(The input)
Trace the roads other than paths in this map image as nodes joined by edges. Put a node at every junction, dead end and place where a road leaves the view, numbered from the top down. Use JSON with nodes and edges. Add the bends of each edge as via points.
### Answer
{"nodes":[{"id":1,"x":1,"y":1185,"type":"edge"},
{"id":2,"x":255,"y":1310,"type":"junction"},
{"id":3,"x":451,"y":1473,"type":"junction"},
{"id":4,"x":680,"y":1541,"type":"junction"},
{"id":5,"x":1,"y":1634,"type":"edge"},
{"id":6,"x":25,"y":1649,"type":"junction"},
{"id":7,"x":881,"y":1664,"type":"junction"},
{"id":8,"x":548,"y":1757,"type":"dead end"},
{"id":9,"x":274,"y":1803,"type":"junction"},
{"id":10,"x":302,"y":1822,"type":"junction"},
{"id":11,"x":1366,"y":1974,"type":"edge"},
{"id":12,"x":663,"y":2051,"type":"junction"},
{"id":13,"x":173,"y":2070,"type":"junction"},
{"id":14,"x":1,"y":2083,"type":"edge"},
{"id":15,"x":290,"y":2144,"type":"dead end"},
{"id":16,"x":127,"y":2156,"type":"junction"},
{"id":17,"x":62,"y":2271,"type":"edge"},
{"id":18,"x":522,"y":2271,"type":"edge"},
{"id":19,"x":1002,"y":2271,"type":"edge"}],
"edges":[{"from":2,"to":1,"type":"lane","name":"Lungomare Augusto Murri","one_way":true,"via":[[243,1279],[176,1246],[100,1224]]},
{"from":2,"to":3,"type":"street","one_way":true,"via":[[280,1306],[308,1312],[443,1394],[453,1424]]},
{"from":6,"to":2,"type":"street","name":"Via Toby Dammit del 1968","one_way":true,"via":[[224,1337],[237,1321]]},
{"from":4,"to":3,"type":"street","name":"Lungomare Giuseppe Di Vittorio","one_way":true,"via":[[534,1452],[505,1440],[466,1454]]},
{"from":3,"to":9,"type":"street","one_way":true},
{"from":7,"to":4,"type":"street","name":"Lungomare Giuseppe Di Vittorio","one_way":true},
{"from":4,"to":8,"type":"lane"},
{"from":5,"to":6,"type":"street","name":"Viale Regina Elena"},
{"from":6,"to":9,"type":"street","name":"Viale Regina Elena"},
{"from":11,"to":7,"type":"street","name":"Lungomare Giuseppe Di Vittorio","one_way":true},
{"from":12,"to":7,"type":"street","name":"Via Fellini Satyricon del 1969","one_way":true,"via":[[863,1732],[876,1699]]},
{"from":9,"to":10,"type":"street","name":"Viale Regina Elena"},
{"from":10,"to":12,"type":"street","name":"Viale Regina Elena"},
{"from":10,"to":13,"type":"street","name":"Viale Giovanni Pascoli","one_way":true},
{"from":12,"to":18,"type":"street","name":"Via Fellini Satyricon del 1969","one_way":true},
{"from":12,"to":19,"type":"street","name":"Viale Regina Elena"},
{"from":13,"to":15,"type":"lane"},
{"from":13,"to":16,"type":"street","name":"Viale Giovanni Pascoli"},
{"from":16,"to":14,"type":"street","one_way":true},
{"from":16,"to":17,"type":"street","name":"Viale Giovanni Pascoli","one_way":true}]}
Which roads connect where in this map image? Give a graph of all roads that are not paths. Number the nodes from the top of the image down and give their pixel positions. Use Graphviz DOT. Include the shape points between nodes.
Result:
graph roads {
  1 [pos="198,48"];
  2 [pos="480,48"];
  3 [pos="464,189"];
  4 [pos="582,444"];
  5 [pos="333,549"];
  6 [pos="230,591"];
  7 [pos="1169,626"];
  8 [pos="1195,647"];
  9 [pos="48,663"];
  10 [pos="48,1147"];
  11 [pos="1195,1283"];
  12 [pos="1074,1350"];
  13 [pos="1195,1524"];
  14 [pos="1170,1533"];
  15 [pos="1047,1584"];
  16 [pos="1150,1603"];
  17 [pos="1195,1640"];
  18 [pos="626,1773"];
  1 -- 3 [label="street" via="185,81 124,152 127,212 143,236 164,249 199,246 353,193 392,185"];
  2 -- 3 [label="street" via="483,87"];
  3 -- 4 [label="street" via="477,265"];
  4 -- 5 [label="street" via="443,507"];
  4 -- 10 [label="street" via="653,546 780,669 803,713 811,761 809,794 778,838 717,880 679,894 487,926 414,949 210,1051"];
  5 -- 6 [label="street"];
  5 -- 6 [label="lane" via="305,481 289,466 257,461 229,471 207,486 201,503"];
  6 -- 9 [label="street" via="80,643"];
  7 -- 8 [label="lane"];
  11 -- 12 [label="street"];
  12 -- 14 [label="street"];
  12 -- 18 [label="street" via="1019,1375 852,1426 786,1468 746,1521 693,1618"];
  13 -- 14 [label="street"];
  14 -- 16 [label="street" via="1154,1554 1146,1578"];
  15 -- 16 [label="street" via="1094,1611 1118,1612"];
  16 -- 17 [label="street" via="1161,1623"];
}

(Assigned task) Going through the material above, reproduce every line exactly.

(Result of this exercise)
Trace the roads other than paths in this map image as nodes joined by edges. Put a node at every junction, dead end and place where a road leaves the view, numbered from the top down. Use JSON with nodes and edges. Add the bends of each edge as via points.
### Answer
{"nodes":[{"id":1,"x":1,"y":1185,"type":"edge"},
{"id":2,"x":255,"y":1310,"type":"junction"},
{"id":3,"x":451,"y":1473,"type":"junction"},
{"id":4,"x":680,"y":1541,"type":"junction"},
{"id":5,"x":1,"y":1634,"type":"edge"},
{"id":6,"x":25,"y":1649,"type":"junction"},
{"id":7,"x":881,"y":1664,"type":"junction"},
{"id":8,"x":548,"y":1757,"type":"dead end"},
{"id":9,"x":274,"y":1803,"type":"junction"},
{"id":10,"x":302,"y":1822,"type":"junction"},
{"id":11,"x":1366,"y":1974,"type":"edge"},
{"id":12,"x":663,"y":2051,"type":"junction"},
{"id":13,"x":173,"y":2070,"type":"junction"},
{"id":14,"x":1,"y":2083,"type":"edge"},
{"id":15,"x":290,"y":2144,"type":"dead end"},
{"id":16,"x":127,"y":2156,"type":"junction"},
{"id":17,"x":62,"y":2271,"type":"edge"},
{"id":18,"x":522,"y":2271,"type":"edge"},
{"id":19,"x":1002,"y":2271,"type":"edge"}],
"edges":[{"from":2,"to":1,"type":"lane","name":"Lungomare Augusto Murri","one_way":true,"via":[[243,1279],[176,1246],[100,1224]]},
{"from":2,"to":3,"type":"street","one_way":true,"via":[[280,1306],[308,1312],[443,1394],[453,1424]]},
{"from":6,"to":2,"type":"street","name":"Via Toby Dammit del 1968","one_way":true,"via":[[224,1337],[237,1321]]},
{"from":4,"to":3,"type":"street","name":"Lungomare Giuseppe Di Vittorio","one_way":true,"via":[[534,1452],[505,1440],[466,1454]]},
{"from":3,"to":9,"type":"street","one_way":true},
{"from":7,"to":4,"type":"street","name":"Lungomare Giuseppe Di Vittorio","one_way":true},
{"from":4,"to":8,"type":"lane"},
{"from":5,"to":6,"type":"street","name":"Viale Regina Elena"},
{"from":6,"to":9,"type":"street","name":"Viale Regina Elena"},
{"from":11,"to":7,"type":"street","name":"Lungomare Giuseppe Di Vittorio","one_way":true},
{"from":12,"to":7,"type":"street","name":"Via Fellini Satyricon del 1969","one_way":true,"via":[[863,1732],[876,1699]]},
{"from":9,"to":10,"type":"street","name":"Viale Regina Elena"},
{"from":10,"to":12,"type":"street","name":"Viale Regina Elena"},
{"from":10,"to":13,"type":"street","name":"Viale Giovanni Pascoli","one_way":true},
{"from":12,"to":18,"type":"street","name":"Via Fellini Satyricon del 1969","one_way":true},
{"from":12,"to":19,"type":"street","name":"Viale Regina Elena"},
{"from":13,"to":15,"type":"lane"},
{"from":13,"to":16,"type":"street","name":"Viale Giovanni Pascoli"},
{"from":16,"to":14,"type":"street","one_way":true},
{"from":16,"to":17,"type":"street","name":"Viale Giovanni Pascoli","one_way":true}]}
Which roads connect where in this map image? Give a graph of all roads that are not paths. Number the nodes from the top of the image down and give their pixel positions. Use Graphviz DOT. Include the shape points between nodes.
Result:
graph roads {
  1 [pos="198,48"];
  2 [pos="480,48"];
  3 [pos="464,189"];
  4 [pos="582,444"];
  5 [pos="333,549"];
  6 [pos="230,591"];
  7 [pos="1169,626"];
  8 [pos="1195,647"];
  9 [pos="48,663"];
  10 [pos="48,1147"];
  11 [pos="1195,1283"];
  12 [pos="1074,1350"];
  13 [pos="1195,1524"];
  14 [pos="1170,1533"];
  15 [pos="1047,1584"];
  16 [pos="1150,1603"];
  17 [pos="1195,1640"];
  18 [pos="626,1773"];
  1 -- 3 [label="street" via="185,81 124,152 127,212 143,236 164,249 199,246 353,193 392,185"];
  2 -- 3 [label="street" via="483,87"];
  3 -- 4 [label="street" via="477,265"];
  4 -- 5 [label="street" via="443,507"];
  4 -- 10 [label="street" via="653,546 780,669 803,713 811,761 809,794 778,838 717,880 679,894 487,926 414,949 210,1051"];
  5 -- 6 [label="street"];
  5 -- 6 [label="lane" via="305,481 289,466 257,461 229,471 207,486 201,503"];
  6 -- 9 [label="street" via="80,643"];
  7 -- 8 [label="lane"];
  11 -- 12 [label="street"];
  12 -- 14 [label="street"];
  12 -- 18 [label="street" via="1019,1375 852,1426 786,1468 746,1521 693,1618"];
  13 -- 14 [label="street"];
  14 -- 16 [label="street" via="1154,1554 1146,1578"];
  15 -- 16 [label="street" via="1094,1611 1118,1612"];
  16 -- 17 [label="street" via="1161,1623"];
}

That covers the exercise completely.